(WHAT TO WORK ON)
Give all the lines below again, exactly, with no pictures.

(DATA RECORDS)
....................

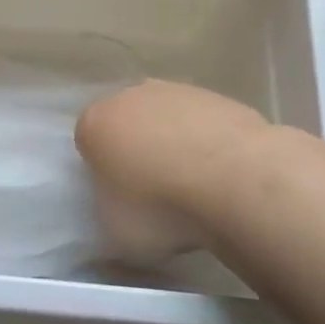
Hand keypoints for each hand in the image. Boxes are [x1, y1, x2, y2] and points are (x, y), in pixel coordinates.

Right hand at [75, 81, 272, 263]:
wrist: (237, 181)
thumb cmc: (162, 208)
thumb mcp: (115, 233)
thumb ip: (108, 216)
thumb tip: (117, 215)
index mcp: (94, 124)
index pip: (87, 146)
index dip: (103, 174)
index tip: (121, 200)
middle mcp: (129, 96)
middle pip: (126, 125)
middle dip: (136, 152)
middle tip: (156, 193)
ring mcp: (176, 91)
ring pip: (165, 120)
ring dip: (173, 146)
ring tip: (195, 187)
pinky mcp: (217, 96)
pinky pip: (202, 124)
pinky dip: (207, 144)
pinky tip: (222, 174)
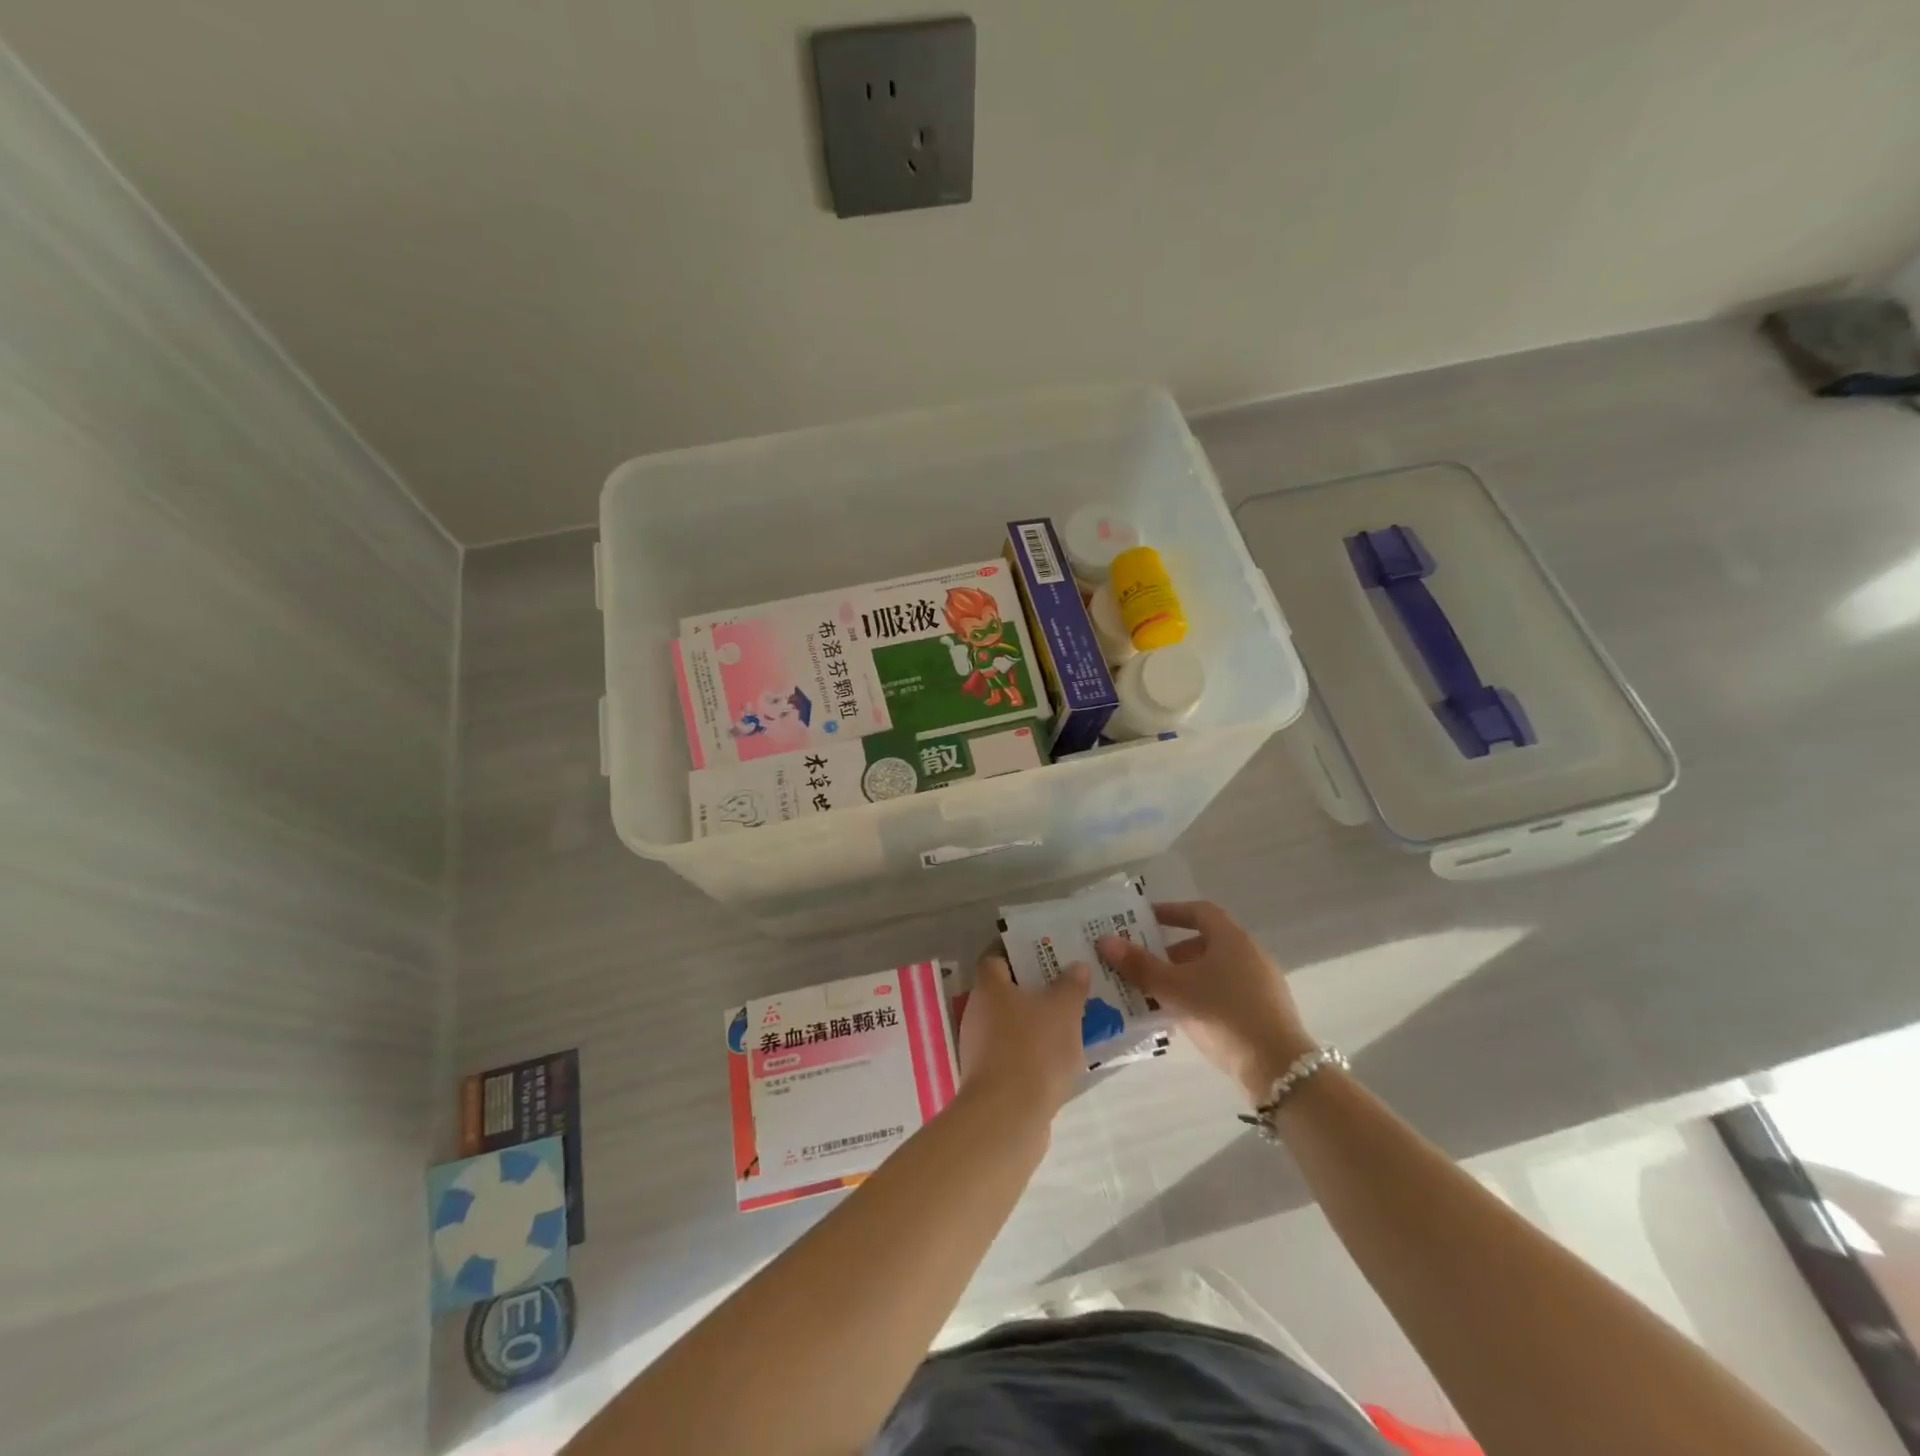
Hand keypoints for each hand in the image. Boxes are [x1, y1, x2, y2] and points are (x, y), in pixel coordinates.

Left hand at [956, 947, 1089, 1121]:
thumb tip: (1076, 966)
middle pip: (1004, 989)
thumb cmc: (1034, 1049)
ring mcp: (979, 1046)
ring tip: (1069, 1022)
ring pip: (1010, 1022)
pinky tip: (1057, 1058)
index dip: (1018, 950)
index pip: (996, 955)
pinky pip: (1012, 1051)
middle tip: (1066, 985)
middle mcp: (977, 1011)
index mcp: (989, 986)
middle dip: (1033, 987)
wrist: (1007, 1117)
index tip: (1045, 951)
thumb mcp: (1064, 1010)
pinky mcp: (987, 1076)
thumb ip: (1071, 985)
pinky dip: (1031, 1050)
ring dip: (1034, 1021)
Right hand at [1097, 901, 1314, 1105]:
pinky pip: (1226, 991)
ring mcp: (1261, 982)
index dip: (1170, 912)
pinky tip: (1184, 1016)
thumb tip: (1105, 940)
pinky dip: (1201, 994)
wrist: (1279, 1069)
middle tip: (1143, 963)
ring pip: (1215, 969)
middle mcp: (1250, 953)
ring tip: (1157, 993)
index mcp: (1231, 938)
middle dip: (1171, 951)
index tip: (1144, 920)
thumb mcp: (1175, 989)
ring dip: (1185, 976)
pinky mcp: (1265, 1010)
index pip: (1198, 911)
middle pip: (1205, 941)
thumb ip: (1140, 965)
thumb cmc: (1224, 1015)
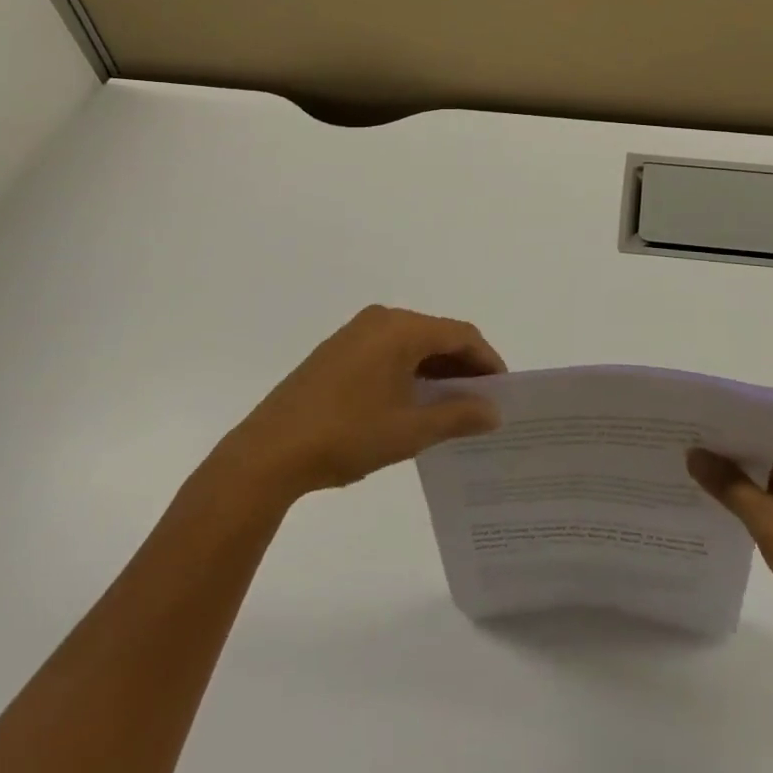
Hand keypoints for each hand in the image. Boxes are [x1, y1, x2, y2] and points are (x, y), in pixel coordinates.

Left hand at [229, 306, 505, 501]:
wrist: (268, 453)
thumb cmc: (346, 436)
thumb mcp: (410, 431)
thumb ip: (458, 415)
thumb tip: (494, 410)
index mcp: (401, 329)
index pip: (460, 334)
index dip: (487, 360)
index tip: (503, 391)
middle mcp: (381, 319)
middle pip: (437, 335)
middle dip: (463, 365)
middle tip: (483, 401)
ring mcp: (356, 333)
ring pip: (413, 343)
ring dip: (437, 369)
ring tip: (454, 405)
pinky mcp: (338, 351)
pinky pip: (389, 351)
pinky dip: (410, 370)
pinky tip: (415, 401)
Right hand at [689, 433, 772, 641]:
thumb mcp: (771, 524)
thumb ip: (730, 486)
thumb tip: (694, 453)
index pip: (753, 431)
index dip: (717, 435)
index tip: (679, 437)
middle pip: (757, 451)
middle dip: (722, 459)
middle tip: (676, 458)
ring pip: (763, 476)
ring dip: (735, 483)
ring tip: (688, 481)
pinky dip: (751, 503)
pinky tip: (720, 511)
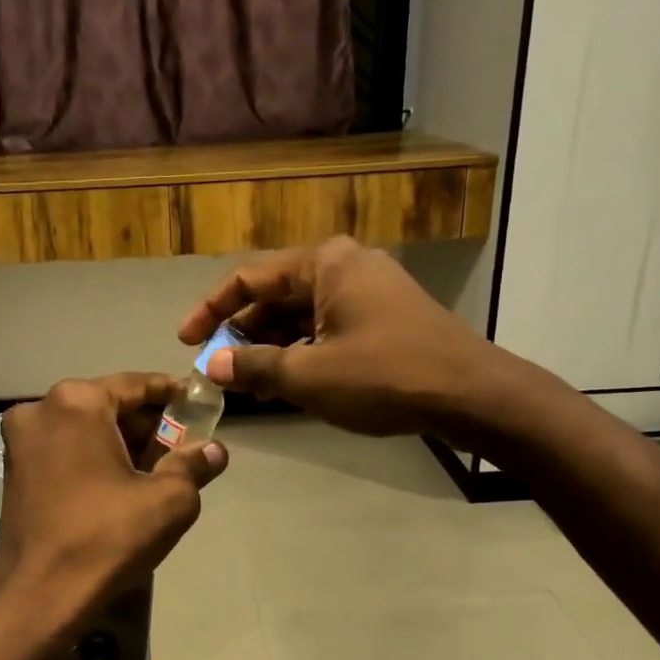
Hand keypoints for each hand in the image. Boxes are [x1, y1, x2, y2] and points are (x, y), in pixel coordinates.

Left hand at [0, 374, 228, 636]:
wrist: (39, 596)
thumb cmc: (106, 538)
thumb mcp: (168, 501)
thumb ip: (194, 465)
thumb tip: (214, 449)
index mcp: (77, 402)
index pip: (136, 385)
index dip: (171, 393)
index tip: (197, 401)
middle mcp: (42, 409)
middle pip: (108, 405)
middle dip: (146, 423)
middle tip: (183, 442)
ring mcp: (21, 439)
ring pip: (84, 427)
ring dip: (120, 441)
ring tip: (158, 466)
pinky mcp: (13, 469)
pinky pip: (64, 448)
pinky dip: (93, 456)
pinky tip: (120, 482)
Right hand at [177, 236, 540, 446]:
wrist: (474, 396)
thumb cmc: (386, 376)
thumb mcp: (310, 376)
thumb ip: (254, 367)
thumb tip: (211, 366)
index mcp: (324, 263)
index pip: (248, 278)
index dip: (210, 310)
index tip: (184, 340)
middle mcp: (344, 266)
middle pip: (274, 295)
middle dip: (241, 334)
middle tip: (216, 369)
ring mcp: (367, 290)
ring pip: (300, 314)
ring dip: (270, 347)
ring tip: (245, 384)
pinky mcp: (383, 316)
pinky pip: (326, 326)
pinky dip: (301, 351)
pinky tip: (285, 383)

....................

(WRITTEN SOLUTION)
Hand keypoints for each hand in the image. Boxes are [x1, y1, x2, y2] and points are (x, y), in pixel coordinates.

Right hand at [75, 81, 272, 263]:
wrist: (237, 181)
thumb cmc: (162, 208)
thumb mcp: (115, 233)
thumb ip: (108, 216)
thumb tip: (117, 215)
index mcp: (94, 124)
index pip: (87, 146)
index dip: (103, 174)
index tip: (121, 200)
middle mcp: (129, 96)
middle pip: (126, 125)
middle dip: (136, 152)
middle tip: (156, 193)
ring mcp: (176, 91)
ring pip: (165, 120)
ring dip: (173, 146)
ring tip: (195, 187)
pinky mcp: (217, 96)
pinky pip: (202, 124)
pinky dip: (207, 144)
pinky tip: (222, 174)
Hand keypoints for each hand in the image. Boxes are [x1, y1, x2, y2] and points are (x, y), in pixel coordinates.

Left hand at [956, 947, 1089, 1121]:
thumb tip: (1076, 966)
middle pip: (1004, 989)
thumb cmc: (1034, 1049)
ring mcp: (979, 1046)
ring tip: (1069, 1022)
ring pip: (1010, 1022)
pinky tip: (1057, 1058)
index dip: (1018, 950)
index pip: (996, 955)
pinky pip: (1012, 1051)
middle tip: (1066, 985)
middle mcp: (977, 1011)
index mcp: (989, 986)
middle dip: (1033, 987)
wrist: (1007, 1117)
index tip: (1045, 951)
thumb mcp: (1064, 1010)
pinky mcp: (987, 1076)
thumb ip: (1071, 985)
pinky dip: (1031, 1050)
ring dip: (1034, 1021)
Right hand at [1097, 901, 1314, 1105]:
pinky pip: (1226, 991)
ring mcp: (1261, 982)
index dip: (1170, 912)
pinky tip: (1184, 1016)
thumb tip: (1105, 940)
pinky dip: (1201, 994)
wrist: (1279, 1069)
middle tip: (1143, 963)
ring pip: (1215, 969)
middle mcp: (1250, 953)
ring tip: (1157, 993)
index mcp: (1231, 938)
middle dip: (1171, 951)
index tip: (1144, 920)
thumb mcp: (1175, 989)
ring dip: (1185, 976)
pinky mcp: (1265, 1010)
index pip: (1198, 911)
middle pip: (1205, 941)
thumb ip: (1140, 965)
thumb cmc: (1224, 1015)
Hand keypoints for each hand in the image. Boxes are [x1, y1, x2, y2] and points are (x, y), in pixel coordinates.

Left hand at [229, 306, 505, 501]:
wrist: (268, 453)
thumb cmc: (346, 436)
thumb mcp: (410, 431)
thumb ip: (458, 415)
thumb tip: (494, 410)
index mcp: (401, 329)
index pip: (460, 334)
index dip: (487, 360)
index tip: (503, 391)
middle mcp: (381, 319)
middle pip: (437, 335)
middle dip: (463, 365)
middle tip: (483, 401)
ring mcp: (356, 333)
ring pip: (413, 343)
ring dip: (437, 369)
ring tip: (454, 405)
pinky mcp: (338, 351)
pinky pip: (389, 351)
pinky dip: (410, 370)
pinky tip: (415, 401)
Right hand at [689, 433, 772, 641]:
thumb mcp: (771, 524)
thumb ip: (730, 486)
thumb tip: (694, 453)
index pip: (753, 431)
index dip: (717, 435)
index tip: (679, 437)
middle pip: (757, 451)
middle dip: (722, 459)
middle tip: (676, 458)
ring pip: (763, 476)
ring dip: (735, 483)
ring tip: (688, 481)
pinky dip: (751, 503)
pinky tip: (720, 511)
Hand keypoints for each hand in the image. Boxes are [x1, y1, x2, y2] and points are (x, y), in pixel coordinates.

Left hand at [0, 374, 228, 636]:
wrist: (39, 596)
thumb cmc: (106, 538)
thumb mcp: (168, 501)
thumb ip: (194, 465)
thumb tip: (214, 449)
index mcp: (77, 402)
index pip: (136, 385)
index dip: (171, 393)
index tip: (197, 401)
middle mcp: (42, 409)
middle pip: (108, 405)
middle dip: (146, 423)
middle tip: (183, 442)
ring mcp: (21, 439)
ring pip: (84, 427)
ring dip: (120, 441)
ring tip: (158, 466)
pinky mcp: (13, 469)
pinky pip: (64, 448)
pinky dip: (93, 456)
pinky tip: (120, 482)
Right hand at [177, 236, 540, 446]:
wrist: (474, 396)
thumb cmc: (386, 376)
thumb mcp: (310, 376)
thumb ip: (254, 367)
thumb tip: (211, 366)
index mcp: (324, 263)
index pip: (248, 278)
index dip: (210, 310)
index tip: (184, 340)
middle mcp: (344, 266)
middle pip: (274, 295)
middle dip: (241, 334)
middle tip: (216, 369)
ring mcp: (367, 290)
ring pip: (300, 314)
ring dip: (270, 347)
ring tip: (245, 384)
pinky mcp: (383, 316)
pinky pip: (326, 326)
pinky dip: (301, 351)
pinky tip: (285, 383)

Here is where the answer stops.